- TASK DETAILS:
Take each line of the records below that contains the string "bold" and copy it.

◇ ◇ ◇ ◇ ◇ ◇ ◇

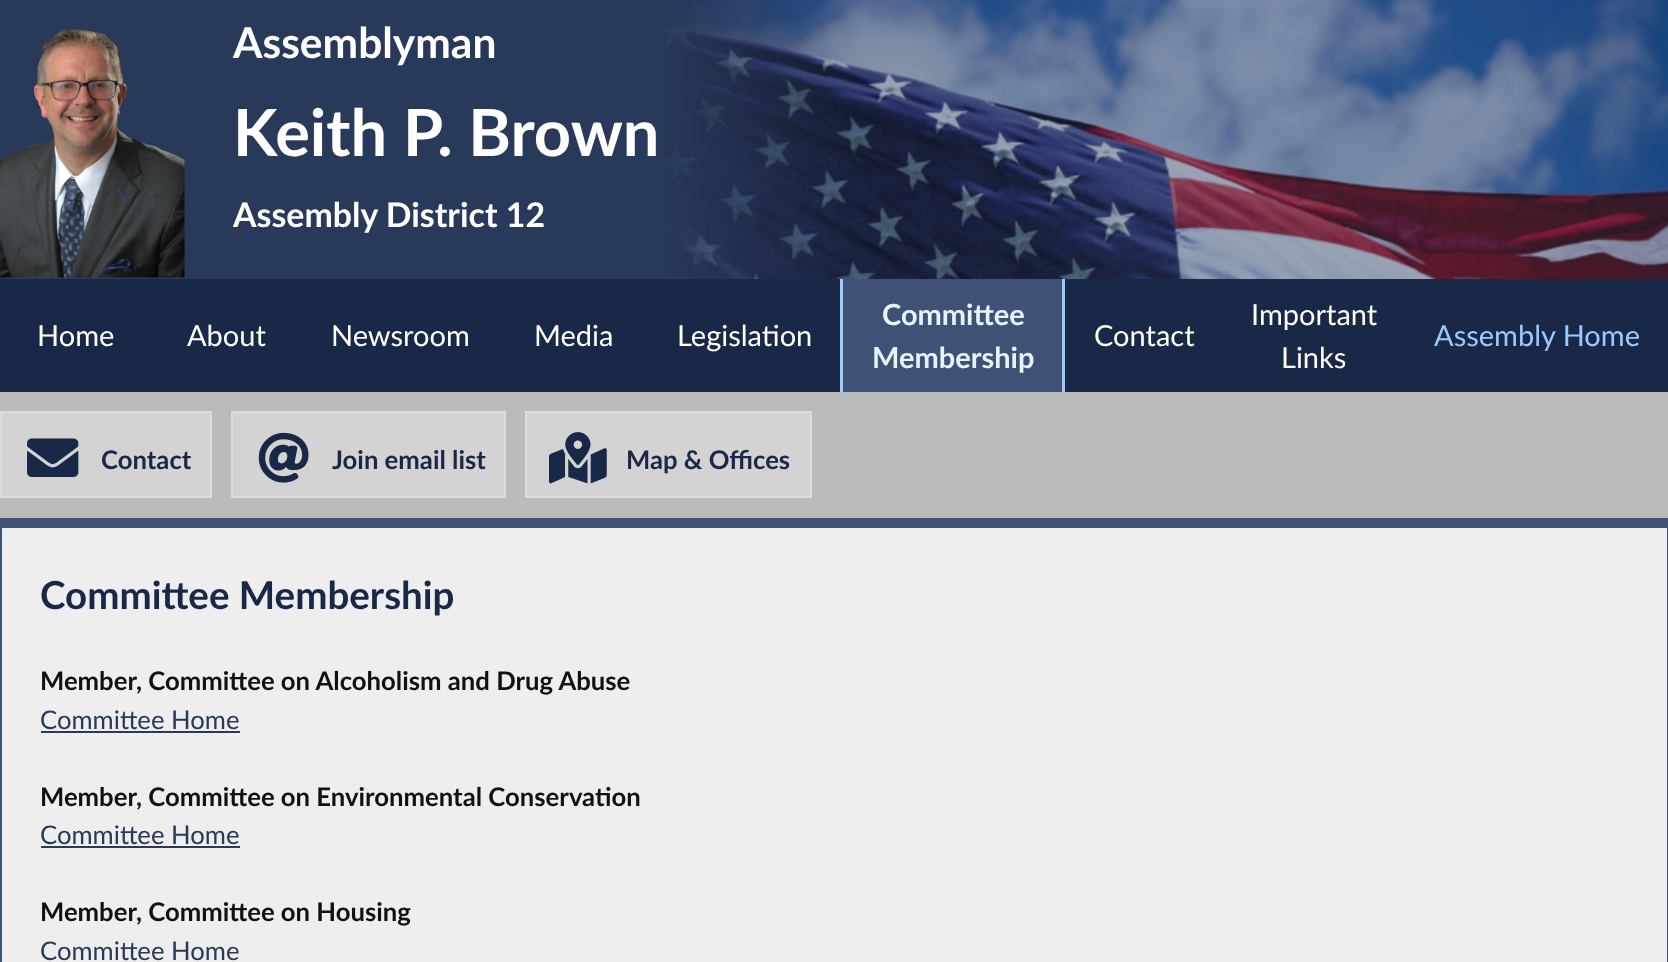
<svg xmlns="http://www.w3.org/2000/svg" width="1668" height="962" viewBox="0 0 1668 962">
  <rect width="100%" height="100%" fill="#bbbbbb"/>
  <rect x="0" y="0" width="1668" height="279" fill="#29395a"/>
  <image x="664" y="0" width="1004" height="279" href="img1.png"/>
  <image x="0" y="29" width="185" height="249" href="img2.png"/>
  <text x="233" y="58" font-family="Lato" font-size="42.5" font-weight="bold" fill="#ffffff">Assemblyman</text>
  <text x="233" y="156" font-family="Lato" font-size="65" font-weight="bold" fill="#ffffff">Keith P. Brown</text>
  <text x="233" y="227" font-family="Lato" font-size="33.9" font-weight="bold" fill="#ffffff">Assembly District 12</text>
  <rect x="0" y="279" width="1668" height="113" fill="#192847"/>
  <text x="37" y="346" font-family="Lato" font-size="29" fill="#ffffff">Home</text>
  <text x="187" y="346" font-family="Lato" font-size="29" fill="#ffffff">About</text>
  <text x="331" y="346" font-family="Lato" font-size="29" fill="#ffffff">Newsroom</text>
  <text x="534" y="346" font-family="Lato" font-size="29" fill="#ffffff">Media</text>
  <text x="677" y="346" font-family="Lato" font-size="29" fill="#ffffff">Legislation</text>
  <rect x="843" y="279" width="219" height="113" fill="#405175"/>
  <rect x="1062" y="279" width="3" height="113" fill="#9bc9ff"/>
  <rect x="840" y="279" width="3" height="113" fill="#9bc9ff"/>
  <text x="882" y="325" font-family="Lato" font-size="29" font-weight="bold" fill="#e4f5ff">Committee</text>
  <text x="872" y="368" font-family="Lato" font-size="29" font-weight="bold" fill="#e4f5ff">Membership</text>
  <text x="1094" y="346" font-family="Lato" font-size="29" fill="#ffffff">Contact</text>
  <text x="1251" y="325" font-family="Lato" font-size="29" fill="#ffffff">Important</text>
  <text x="1281" y="368" font-family="Lato" font-size="29" fill="#ffffff">Links</text>
  <text x="1434" y="346" font-family="Lato" font-size="29" fill="#9bc9ff">Assembly Home</text>
  <rect x="1" y="412" width="210" height="85" fill="#d3d3d3" stroke="#dddddd" stroke-width="2"/>
  <image x="27" y="438" width="52" height="39" href="img3.png"/>
  <text x="101" y="469" font-family="Lato" font-size="25.7" font-weight="bold" fill="#192847">Contact</text>
  <rect x="232" y="412" width="273" height="85" fill="#d3d3d3" stroke="#dddddd" stroke-width="2"/>
  <image x="258" y="432" width="51" height="51" href="img4.png"/>
  <text x="332" y="469" font-family="Lato" font-size="25.7" font-weight="bold" fill="#192847">Join email list</text>
  <rect x="526" y="412" width="285" height="85" fill="#d3d3d3" stroke="#dddddd" stroke-width="2"/>
  <image x="549" y="432" width="58" height="52" href="img5.png"/>
  <text x="626" y="469" font-family="Lato" font-size="25.7" font-weight="bold" fill="#192847">Map &amp; Offices</text>
  <rect x="2" y="528" width="1665" height="434" fill="#eeeeee"/>
  <rect x="2" y="518" width="1665" height="10" fill="#405175"/>
  <rect x="1667" y="518" width="1" height="444" fill="#405175"/>
  <rect x="0" y="518" width="2" height="444" fill="#405175"/>
  <text x="40" y="609" font-family="Lato" font-size="38.5" font-weight="bold" fill="#192847">Committee Membership</text>
  <text x="40" y="690" font-family="Lato" font-size="25.7" font-weight="bold" fill="#111111">Member, Committee on Alcoholism and Drug Abuse</text>
  <text x="40" y="729" font-family="Lato" font-size="25.7" fill="#29395a">Committee Home</text>
  <rect x="41" y="731" width="199" height="2" fill="#29395a"/>
  <text x="40" y="806" font-family="Lato" font-size="25.7" font-weight="bold" fill="#111111">Member, Committee on Environmental Conservation</text>
  <text x="40" y="844" font-family="Lato" font-size="25.7" fill="#29395a">Committee Home</text>
  <rect x="41" y="846" width="199" height="2" fill="#29395a"/>
  <text x="40" y="921" font-family="Lato" font-size="25.7" font-weight="bold" fill="#111111">Member, Committee on Housing</text>
  <text x="40" y="960" font-family="Lato" font-size="25.7" fill="#29395a">Committee Home</text>
</svg>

◇ ◇ ◇ ◇ ◇ ◇ ◇

- EXERCISE RESULT:
  <text x="233" y="58" font-family="Lato" font-size="42.5" font-weight="bold" fill="#ffffff">Assemblyman</text>
  <text x="233" y="156" font-family="Lato" font-size="65" font-weight="bold" fill="#ffffff">Keith P. Brown</text>
  <text x="233" y="227" font-family="Lato" font-size="33.9" font-weight="bold" fill="#ffffff">Assembly District 12</text>
  <text x="882" y="325" font-family="Lato" font-size="29" font-weight="bold" fill="#e4f5ff">Committee</text>
  <text x="872" y="368" font-family="Lato" font-size="29" font-weight="bold" fill="#e4f5ff">Membership</text>
  <text x="101" y="469" font-family="Lato" font-size="25.7" font-weight="bold" fill="#192847">Contact</text>
  <text x="332" y="469" font-family="Lato" font-size="25.7" font-weight="bold" fill="#192847">Join email list</text>
  <text x="626" y="469" font-family="Lato" font-size="25.7" font-weight="bold" fill="#192847">Map &amp; Offices</text>
  <text x="40" y="609" font-family="Lato" font-size="38.5" font-weight="bold" fill="#192847">Committee Membership</text>
  <text x="40" y="690" font-family="Lato" font-size="25.7" font-weight="bold" fill="#111111">Member, Committee on Alcoholism and Drug Abuse</text>
  <text x="40" y="806" font-family="Lato" font-size="25.7" font-weight="bold" fill="#111111">Member, Committee on Environmental Conservation</text>
  <text x="40" y="921" font-family="Lato" font-size="25.7" font-weight="bold" fill="#111111">Member, Committee on Housing</text>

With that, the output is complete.